Reproduce the listing in full, pictures excluded.

════════════════

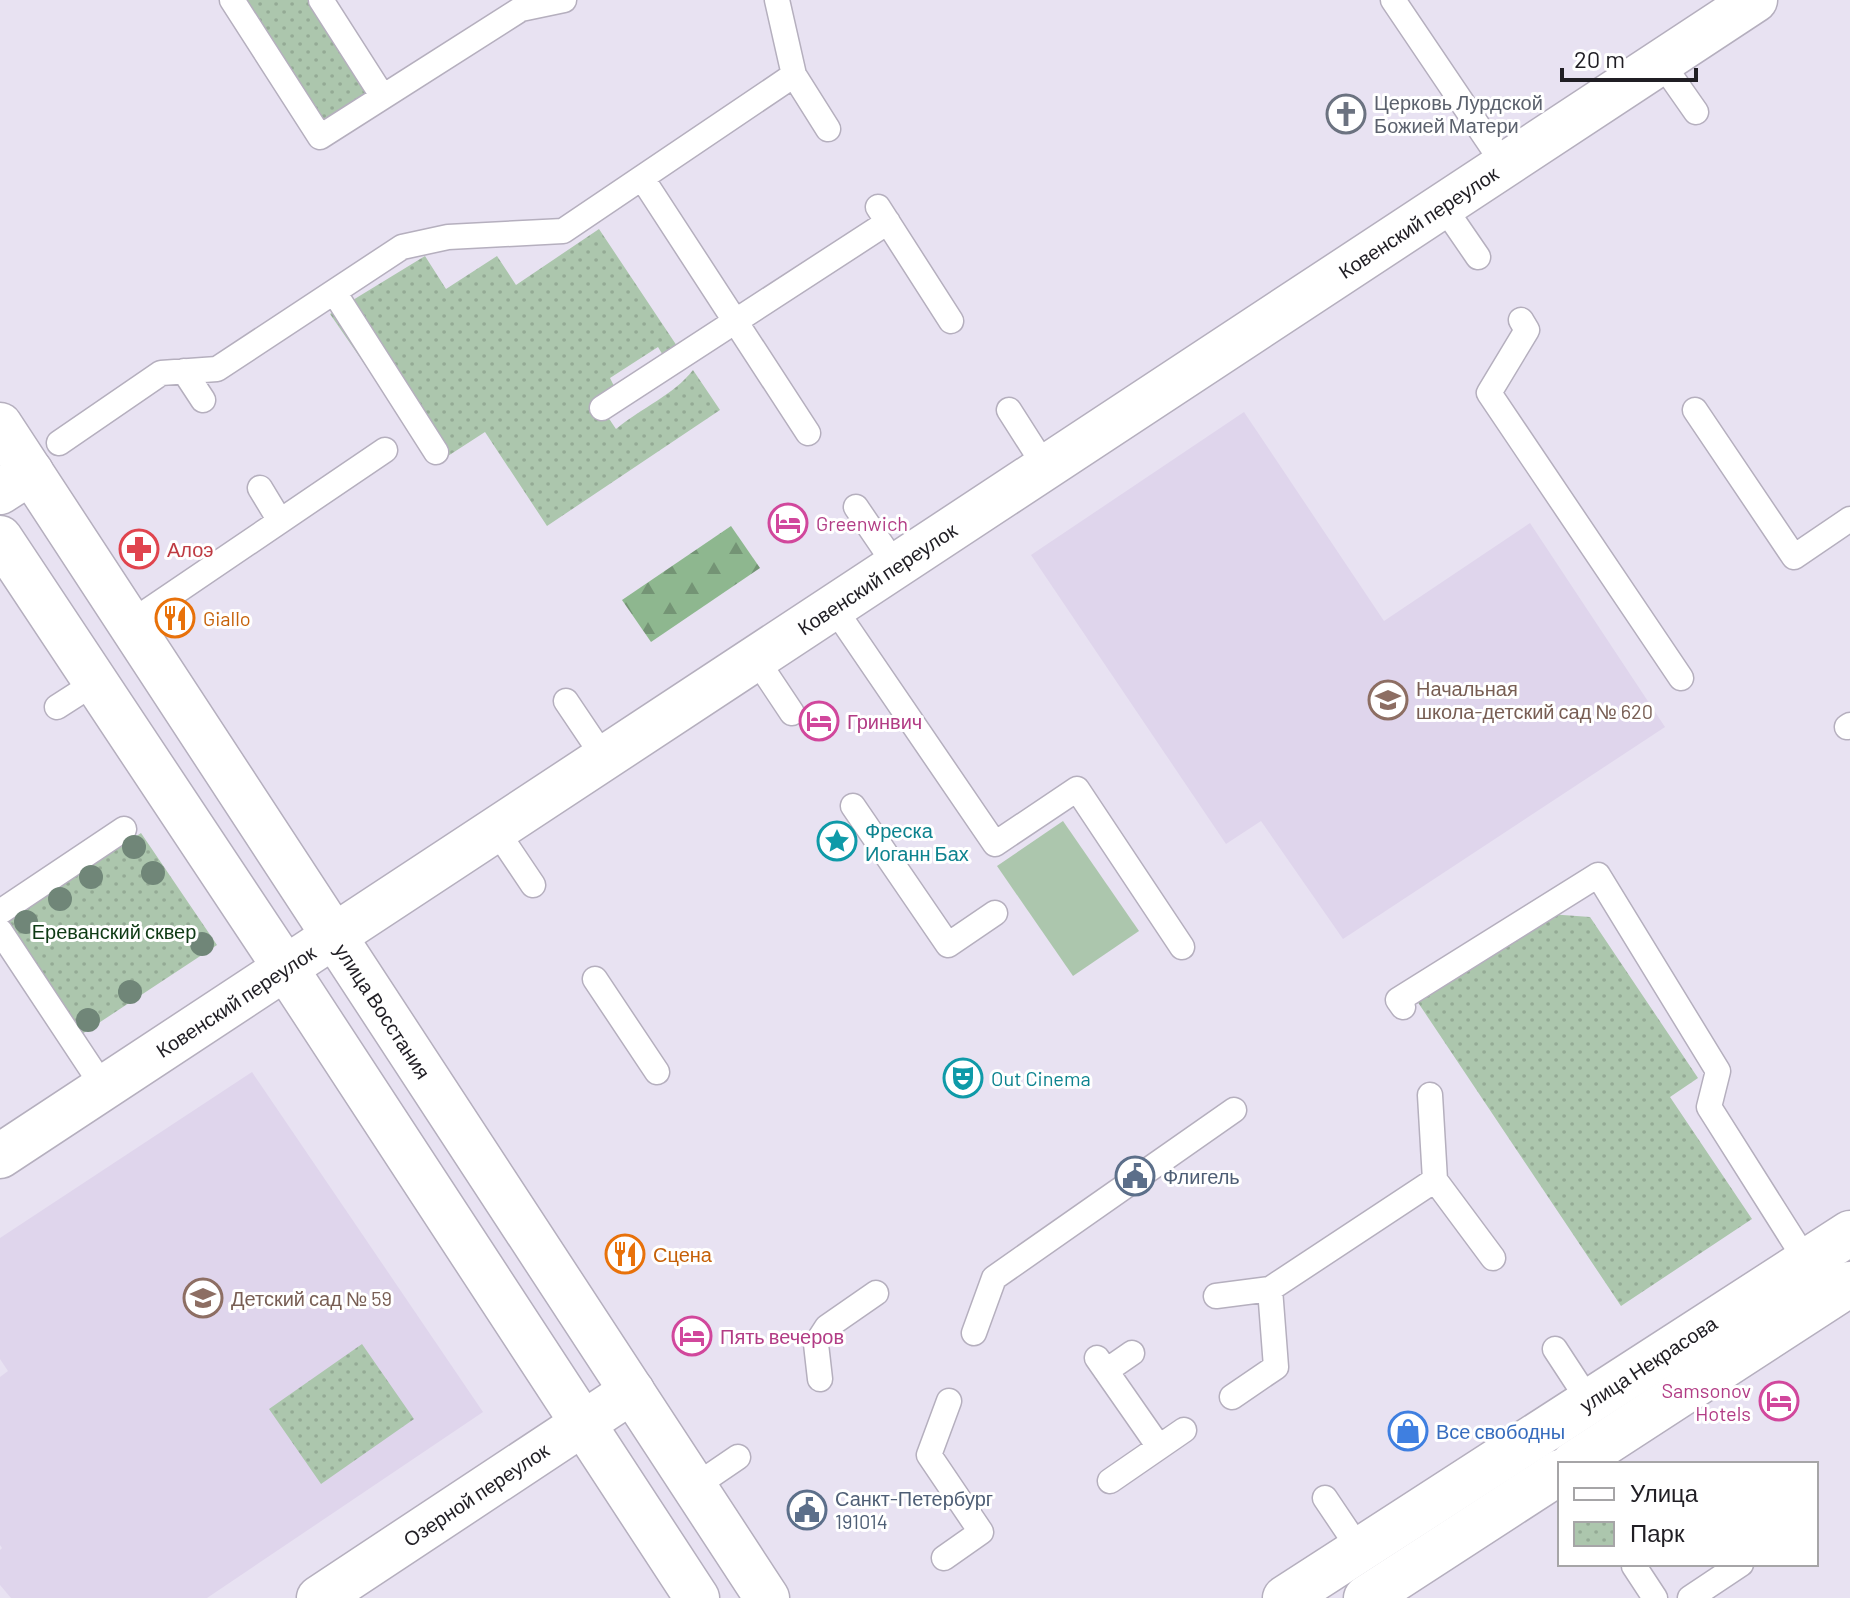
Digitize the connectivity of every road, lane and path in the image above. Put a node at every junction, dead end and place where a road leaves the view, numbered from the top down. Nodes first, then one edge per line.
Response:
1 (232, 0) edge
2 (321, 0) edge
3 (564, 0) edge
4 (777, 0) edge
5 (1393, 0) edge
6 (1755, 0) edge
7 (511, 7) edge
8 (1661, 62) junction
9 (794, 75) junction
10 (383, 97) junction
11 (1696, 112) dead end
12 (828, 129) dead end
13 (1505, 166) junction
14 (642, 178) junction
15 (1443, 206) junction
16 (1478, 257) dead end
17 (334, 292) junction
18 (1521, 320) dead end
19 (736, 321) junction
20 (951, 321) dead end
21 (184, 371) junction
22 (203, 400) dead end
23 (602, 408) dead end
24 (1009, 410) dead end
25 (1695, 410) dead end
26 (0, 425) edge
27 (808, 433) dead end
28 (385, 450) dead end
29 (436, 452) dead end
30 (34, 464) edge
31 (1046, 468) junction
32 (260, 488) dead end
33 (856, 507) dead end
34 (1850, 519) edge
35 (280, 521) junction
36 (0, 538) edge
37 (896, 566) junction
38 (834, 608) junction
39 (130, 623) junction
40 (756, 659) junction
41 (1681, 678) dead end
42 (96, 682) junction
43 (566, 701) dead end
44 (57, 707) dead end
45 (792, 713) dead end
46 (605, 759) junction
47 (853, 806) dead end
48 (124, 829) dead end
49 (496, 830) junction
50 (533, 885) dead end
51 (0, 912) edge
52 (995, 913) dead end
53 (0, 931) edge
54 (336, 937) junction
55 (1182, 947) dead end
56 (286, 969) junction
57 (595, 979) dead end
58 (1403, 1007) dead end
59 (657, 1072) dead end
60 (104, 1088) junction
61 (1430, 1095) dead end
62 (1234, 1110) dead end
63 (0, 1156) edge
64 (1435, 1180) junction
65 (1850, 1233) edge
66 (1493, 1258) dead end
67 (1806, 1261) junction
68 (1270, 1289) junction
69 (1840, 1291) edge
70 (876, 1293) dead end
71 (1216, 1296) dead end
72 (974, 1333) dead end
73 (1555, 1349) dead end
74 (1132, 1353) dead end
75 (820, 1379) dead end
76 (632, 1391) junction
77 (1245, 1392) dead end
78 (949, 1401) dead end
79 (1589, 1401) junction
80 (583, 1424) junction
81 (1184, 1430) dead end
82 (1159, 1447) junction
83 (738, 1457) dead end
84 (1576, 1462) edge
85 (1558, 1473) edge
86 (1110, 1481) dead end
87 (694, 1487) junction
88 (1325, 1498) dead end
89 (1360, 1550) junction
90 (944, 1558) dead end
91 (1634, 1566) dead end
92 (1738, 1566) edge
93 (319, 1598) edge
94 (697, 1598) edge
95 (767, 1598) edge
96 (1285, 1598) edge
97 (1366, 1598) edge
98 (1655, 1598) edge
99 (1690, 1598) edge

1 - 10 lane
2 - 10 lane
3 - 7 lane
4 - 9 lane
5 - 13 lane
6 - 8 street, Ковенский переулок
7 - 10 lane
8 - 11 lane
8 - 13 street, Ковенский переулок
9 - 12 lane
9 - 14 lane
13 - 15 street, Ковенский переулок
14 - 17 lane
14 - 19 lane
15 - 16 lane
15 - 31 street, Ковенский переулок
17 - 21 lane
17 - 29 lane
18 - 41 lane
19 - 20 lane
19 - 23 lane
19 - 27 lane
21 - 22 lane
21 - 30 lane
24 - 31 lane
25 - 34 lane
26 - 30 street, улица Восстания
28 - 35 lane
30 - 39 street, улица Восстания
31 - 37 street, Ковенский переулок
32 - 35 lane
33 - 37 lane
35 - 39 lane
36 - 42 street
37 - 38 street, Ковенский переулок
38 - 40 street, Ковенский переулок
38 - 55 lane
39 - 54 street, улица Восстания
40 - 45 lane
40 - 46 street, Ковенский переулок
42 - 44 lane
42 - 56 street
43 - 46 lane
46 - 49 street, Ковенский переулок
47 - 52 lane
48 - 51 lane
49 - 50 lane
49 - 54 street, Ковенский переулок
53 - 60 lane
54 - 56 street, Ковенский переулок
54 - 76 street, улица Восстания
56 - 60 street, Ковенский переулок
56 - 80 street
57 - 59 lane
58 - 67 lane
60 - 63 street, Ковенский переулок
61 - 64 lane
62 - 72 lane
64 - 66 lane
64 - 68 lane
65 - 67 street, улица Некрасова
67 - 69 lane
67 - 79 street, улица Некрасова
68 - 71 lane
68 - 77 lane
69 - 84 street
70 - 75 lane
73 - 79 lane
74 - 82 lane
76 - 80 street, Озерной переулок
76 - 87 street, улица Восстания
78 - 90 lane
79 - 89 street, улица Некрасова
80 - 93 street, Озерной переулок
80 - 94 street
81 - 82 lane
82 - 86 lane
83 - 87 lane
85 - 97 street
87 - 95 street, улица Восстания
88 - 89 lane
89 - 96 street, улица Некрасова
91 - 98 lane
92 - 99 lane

════════════════

== Result ==
Digitize the connectivity of every road, lane and path in the image above. Put a node at every junction, dead end and place where a road leaves the view, numbered from the top down. Nodes first, then one edge per line.
Response:
1 (232, 0) edge
2 (321, 0) edge
3 (564, 0) edge
4 (777, 0) edge
5 (1393, 0) edge
6 (1755, 0) edge
7 (511, 7) edge
8 (1661, 62) junction
9 (794, 75) junction
10 (383, 97) junction
11 (1696, 112) dead end
12 (828, 129) dead end
13 (1505, 166) junction
14 (642, 178) junction
15 (1443, 206) junction
16 (1478, 257) dead end
17 (334, 292) junction
18 (1521, 320) dead end
19 (736, 321) junction
20 (951, 321) dead end
21 (184, 371) junction
22 (203, 400) dead end
23 (602, 408) dead end
24 (1009, 410) dead end
25 (1695, 410) dead end
26 (0, 425) edge
27 (808, 433) dead end
28 (385, 450) dead end
29 (436, 452) dead end
30 (34, 464) edge
31 (1046, 468) junction
32 (260, 488) dead end
33 (856, 507) dead end
34 (1850, 519) edge
35 (280, 521) junction
36 (0, 538) edge
37 (896, 566) junction
38 (834, 608) junction
39 (130, 623) junction
40 (756, 659) junction
41 (1681, 678) dead end
42 (96, 682) junction
43 (566, 701) dead end
44 (57, 707) dead end
45 (792, 713) dead end
46 (605, 759) junction
47 (853, 806) dead end
48 (124, 829) dead end
49 (496, 830) junction
50 (533, 885) dead end
51 (0, 912) edge
52 (995, 913) dead end
53 (0, 931) edge
54 (336, 937) junction
55 (1182, 947) dead end
56 (286, 969) junction
57 (595, 979) dead end
58 (1403, 1007) dead end
59 (657, 1072) dead end
60 (104, 1088) junction
61 (1430, 1095) dead end
62 (1234, 1110) dead end
63 (0, 1156) edge
64 (1435, 1180) junction
65 (1850, 1233) edge
66 (1493, 1258) dead end
67 (1806, 1261) junction
68 (1270, 1289) junction
69 (1840, 1291) edge
70 (876, 1293) dead end
71 (1216, 1296) dead end
72 (974, 1333) dead end
73 (1555, 1349) dead end
74 (1132, 1353) dead end
75 (820, 1379) dead end
76 (632, 1391) junction
77 (1245, 1392) dead end
78 (949, 1401) dead end
79 (1589, 1401) junction
80 (583, 1424) junction
81 (1184, 1430) dead end
82 (1159, 1447) junction
83 (738, 1457) dead end
84 (1576, 1462) edge
85 (1558, 1473) edge
86 (1110, 1481) dead end
87 (694, 1487) junction
88 (1325, 1498) dead end
89 (1360, 1550) junction
90 (944, 1558) dead end
91 (1634, 1566) dead end
92 (1738, 1566) edge
93 (319, 1598) edge
94 (697, 1598) edge
95 (767, 1598) edge
96 (1285, 1598) edge
97 (1366, 1598) edge
98 (1655, 1598) edge
99 (1690, 1598) edge

1 - 10 lane
2 - 10 lane
3 - 7 lane
4 - 9 lane
5 - 13 lane
6 - 8 street, Ковенский переулок
7 - 10 lane
8 - 11 lane
8 - 13 street, Ковенский переулок
9 - 12 lane
9 - 14 lane
13 - 15 street, Ковенский переулок
14 - 17 lane
14 - 19 lane
15 - 16 lane
15 - 31 street, Ковенский переулок
17 - 21 lane
17 - 29 lane
18 - 41 lane
19 - 20 lane
19 - 23 lane
19 - 27 lane
21 - 22 lane
21 - 30 lane
24 - 31 lane
25 - 34 lane
26 - 30 street, улица Восстания
28 - 35 lane
30 - 39 street, улица Восстания
31 - 37 street, Ковенский переулок
32 - 35 lane
33 - 37 lane
35 - 39 lane
36 - 42 street
37 - 38 street, Ковенский переулок
38 - 40 street, Ковенский переулок
38 - 55 lane
39 - 54 street, улица Восстания
40 - 45 lane
40 - 46 street, Ковенский переулок
42 - 44 lane
42 - 56 street
43 - 46 lane
46 - 49 street, Ковенский переулок
47 - 52 lane
48 - 51 lane
49 - 50 lane
49 - 54 street, Ковенский переулок
53 - 60 lane
54 - 56 street, Ковенский переулок
54 - 76 street, улица Восстания
56 - 60 street, Ковенский переулок
56 - 80 street
57 - 59 lane
58 - 67 lane
60 - 63 street, Ковенский переулок
61 - 64 lane
62 - 72 lane
64 - 66 lane
64 - 68 lane
65 - 67 street, улица Некрасова
67 - 69 lane
67 - 79 street, улица Некрасова
68 - 71 lane
68 - 77 lane
69 - 84 street
70 - 75 lane
73 - 79 lane
74 - 82 lane
76 - 80 street, Озерной переулок
76 - 87 street, улица Восстания
78 - 90 lane
79 - 89 street, улица Некрасова
80 - 93 street, Озерной переулок
80 - 94 street
81 - 82 lane
82 - 86 lane
83 - 87 lane
85 - 97 street
87 - 95 street, улица Восстания
88 - 89 lane
89 - 96 street, улица Некрасова
91 - 98 lane
92 - 99 lane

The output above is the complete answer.